- [PROBLEM]: Please reproduce the entries below exactly, leaving the pictures out.

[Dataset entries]
•••••

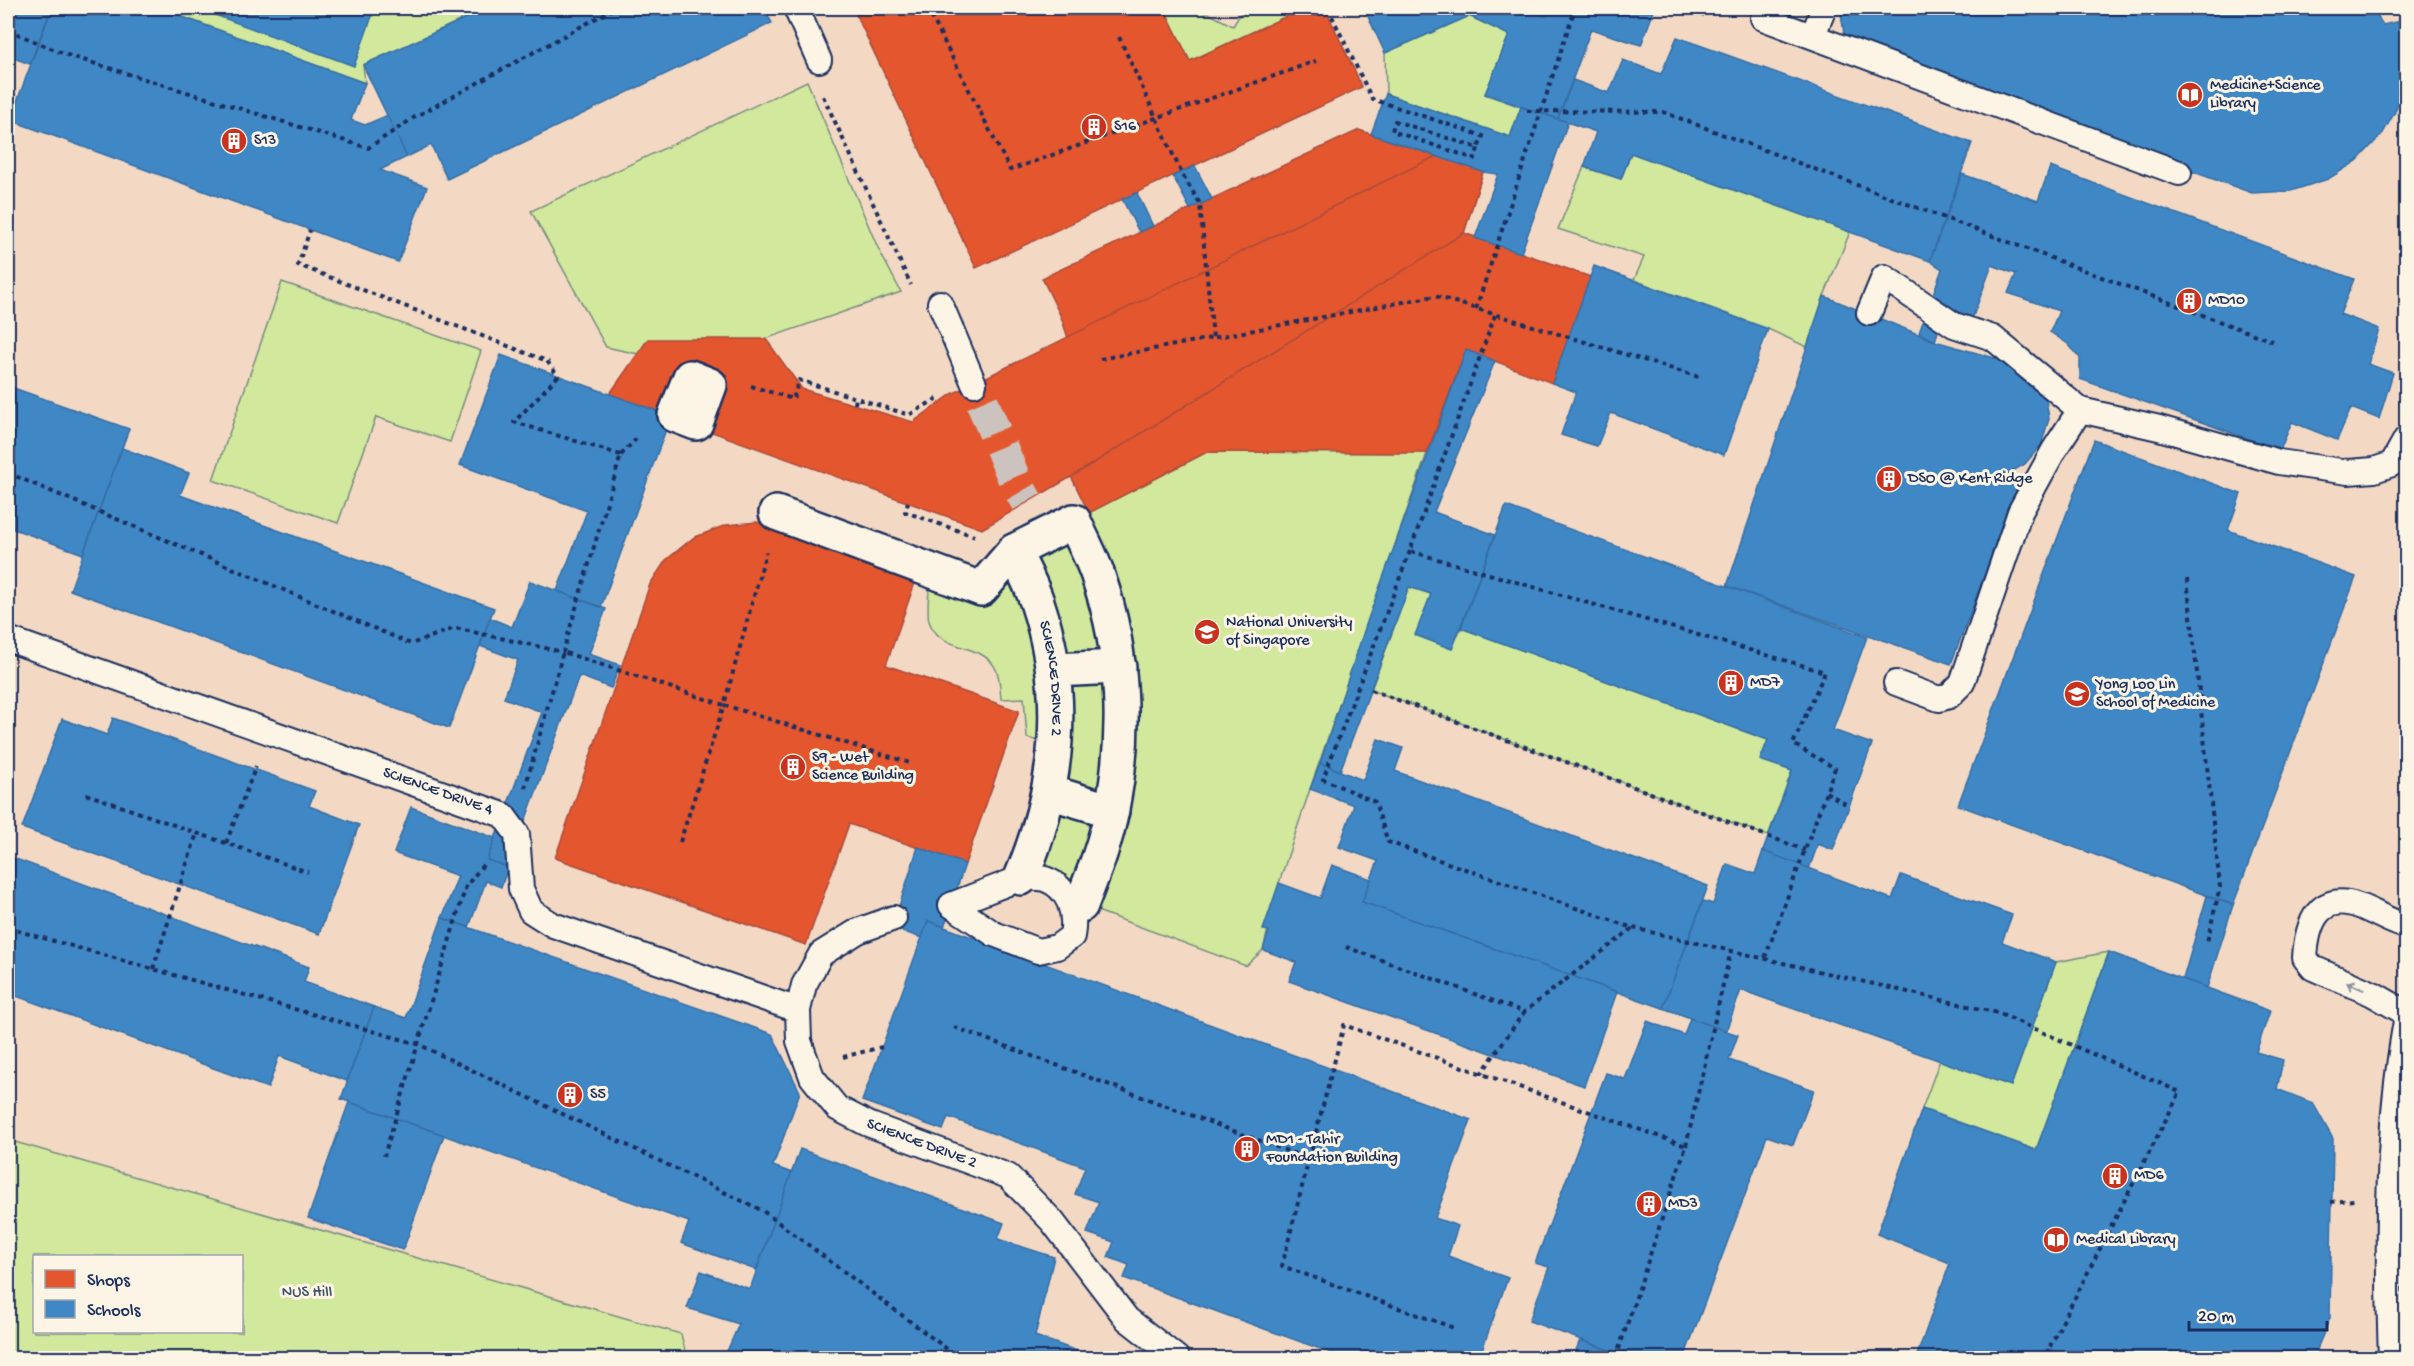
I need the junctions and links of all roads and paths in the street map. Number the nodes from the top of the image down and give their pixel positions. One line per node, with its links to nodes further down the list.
1 (615, 8): 10 (path)
2 (796, 8): 13 (lane)
3 (927, 8): 14 (path)
4 (1289, 8): 8 (path)
5 (1328, 8): 17 (path)
6 (1575, 8): 22 (path)
7 (1824, 8): 11 (lane)
8 (1292, 13)
9 (1763, 18): 11 (lane)
10 (8, 30)
11 (1813, 35): 18 (lane)
12 (1119, 37): 25 (path)
13 (819, 60)
14 (1316, 61)
15 (819, 87): 20 (path)
16 (1527, 111): 26 (path)
17 (1478, 148): 17 (path)
18 (2179, 173)
19 (310, 230): 44 (path)
20 (915, 293)
21 (940, 303): 30 (lane)
22 (1476, 309): 24 (path); 25 (path)
23 (1869, 313): 34 (lane)
24 (1495, 315): 28 (path); 41 (path)
25 (1213, 338): 27 (path)
26 (2277, 343)
27 (1101, 359)
28 (1699, 376)
29 (741, 382): 32 (path)
30 (974, 384)
31 (950, 392): 32 (path)
32 (856, 398): 33 (path)
33 (855, 404)
34 (2080, 410): 35 (lane); 47 (lane)
35 (2406, 439)
36 (8, 473): 44 (path)
37 (908, 502): 39 (path)
38 (776, 513): 40 (street); 49 (path)
39 (979, 538)
40 (1014, 551): 45 (street); 46 (street, SCIENCE DRIVE 2)
41 (1410, 551): 54 (path); 69 (path)
42 (2187, 579): 70 (path)
43 (8, 639): 50 (lane, SCIENCE DRIVE 4)
44 (563, 652): 49 (path); 52 (path)
45 (1119, 667): 46 (street); 57 (street)
46 (1053, 670): 53 (street, SCIENCE DRIVE 2)
47 (1896, 683)
48 (1371, 690): 61 (path)
49 (724, 705): 51 (path); 59 (path)
50 (268, 731): 60 (path); 75 (lane, SCIENCE DRIVE 4)
51 (910, 764)
52 (524, 789)
53 (1049, 792): 57 (street); 64 (street, SCIENCE DRIVE 2)
54 (1826, 792): 56 (path); 61 (path)
55 (86, 794): 58 (path)
56 (1850, 806)
57 (1112, 811): 65 (street)
58 (197, 833): 60 (path); 74 (path)
59 (680, 842)
60 (226, 843): 63 (path)
61 (1805, 850): 73 (path)
62 (488, 860): 80 (path)
63 (308, 872)
64 (1033, 879): 64 (lane)
65 (1080, 905)
66 (894, 918): 75 (lane, SCIENCE DRIVE 2)
67 (2406, 926): 77 (lane, one-way to 67)
68 (8, 928): 74 (path)
69 (1633, 928): 72 (path); 76 (path)
70 (2207, 942)
71 (1346, 947): 76 (path)
72 (1731, 951): 73 (path); 82 (path)
73 (1765, 958): 91 (path)
74 (153, 969): 80 (path)
75 (798, 1010): 89 (lane, SCIENCE DRIVE 2)
76 (1524, 1012): 81 (path)
77 (2406, 1013)
78 (2406, 1021): 92 (lane)
79 (954, 1027): 84 (path)
80 (418, 1044): 83 (path); 88 (path)
81 (1482, 1074): 82 (path); 84 (path)
82 (1686, 1146): 90 (path)
83 (384, 1156)
84 (1309, 1159): 87 (path)
85 (2361, 1199): 86 (path)
86 (2331, 1202)
87 (1454, 1328)
88 (959, 1359)
89 (1177, 1359)
90 (1616, 1359)
91 (2044, 1359)
92 (2391, 1359)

•••••

- [PROBLEM SOLUTION]:
I need the junctions and links of all roads and paths in the street map. Number the nodes from the top of the image down and give their pixel positions. One line per node, with its links to nodes further down the list.
1 (615, 8): 10 (path)
2 (796, 8): 13 (lane)
3 (927, 8): 14 (path)
4 (1289, 8): 8 (path)
5 (1328, 8): 17 (path)
6 (1575, 8): 22 (path)
7 (1824, 8): 11 (lane)
8 (1292, 13)
9 (1763, 18): 11 (lane)
10 (8, 30)
11 (1813, 35): 18 (lane)
12 (1119, 37): 25 (path)
13 (819, 60)
14 (1316, 61)
15 (819, 87): 20 (path)
16 (1527, 111): 26 (path)
17 (1478, 148): 17 (path)
18 (2179, 173)
19 (310, 230): 44 (path)
20 (915, 293)
21 (940, 303): 30 (lane)
22 (1476, 309): 24 (path); 25 (path)
23 (1869, 313): 34 (lane)
24 (1495, 315): 28 (path); 41 (path)
25 (1213, 338): 27 (path)
26 (2277, 343)
27 (1101, 359)
28 (1699, 376)
29 (741, 382): 32 (path)
30 (974, 384)
31 (950, 392): 32 (path)
32 (856, 398): 33 (path)
33 (855, 404)
34 (2080, 410): 35 (lane); 47 (lane)
35 (2406, 439)
36 (8, 473): 44 (path)
37 (908, 502): 39 (path)
38 (776, 513): 40 (street); 49 (path)
39 (979, 538)
40 (1014, 551): 45 (street); 46 (street, SCIENCE DRIVE 2)
41 (1410, 551): 54 (path); 69 (path)
42 (2187, 579): 70 (path)
43 (8, 639): 50 (lane, SCIENCE DRIVE 4)
44 (563, 652): 49 (path); 52 (path)
45 (1119, 667): 46 (street); 57 (street)
46 (1053, 670): 53 (street, SCIENCE DRIVE 2)
47 (1896, 683)
48 (1371, 690): 61 (path)
49 (724, 705): 51 (path); 59 (path)
50 (268, 731): 60 (path); 75 (lane, SCIENCE DRIVE 4)
51 (910, 764)
52 (524, 789)
53 (1049, 792): 57 (street); 64 (street, SCIENCE DRIVE 2)
54 (1826, 792): 56 (path); 61 (path)
55 (86, 794): 58 (path)
56 (1850, 806)
57 (1112, 811): 65 (street)
58 (197, 833): 60 (path); 74 (path)
59 (680, 842)
60 (226, 843): 63 (path)
61 (1805, 850): 73 (path)
62 (488, 860): 80 (path)
63 (308, 872)
64 (1033, 879): 64 (lane)
65 (1080, 905)
66 (894, 918): 75 (lane, SCIENCE DRIVE 2)
67 (2406, 926): 77 (lane, one-way to 67)
68 (8, 928): 74 (path)
69 (1633, 928): 72 (path); 76 (path)
70 (2207, 942)
71 (1346, 947): 76 (path)
72 (1731, 951): 73 (path); 82 (path)
73 (1765, 958): 91 (path)
74 (153, 969): 80 (path)
75 (798, 1010): 89 (lane, SCIENCE DRIVE 2)
76 (1524, 1012): 81 (path)
77 (2406, 1013)
78 (2406, 1021): 92 (lane)
79 (954, 1027): 84 (path)
80 (418, 1044): 83 (path); 88 (path)
81 (1482, 1074): 82 (path); 84 (path)
82 (1686, 1146): 90 (path)
83 (384, 1156)
84 (1309, 1159): 87 (path)
85 (2361, 1199): 86 (path)
86 (2331, 1202)
87 (1454, 1328)
88 (959, 1359)
89 (1177, 1359)
90 (1616, 1359)
91 (2044, 1359)
92 (2391, 1359)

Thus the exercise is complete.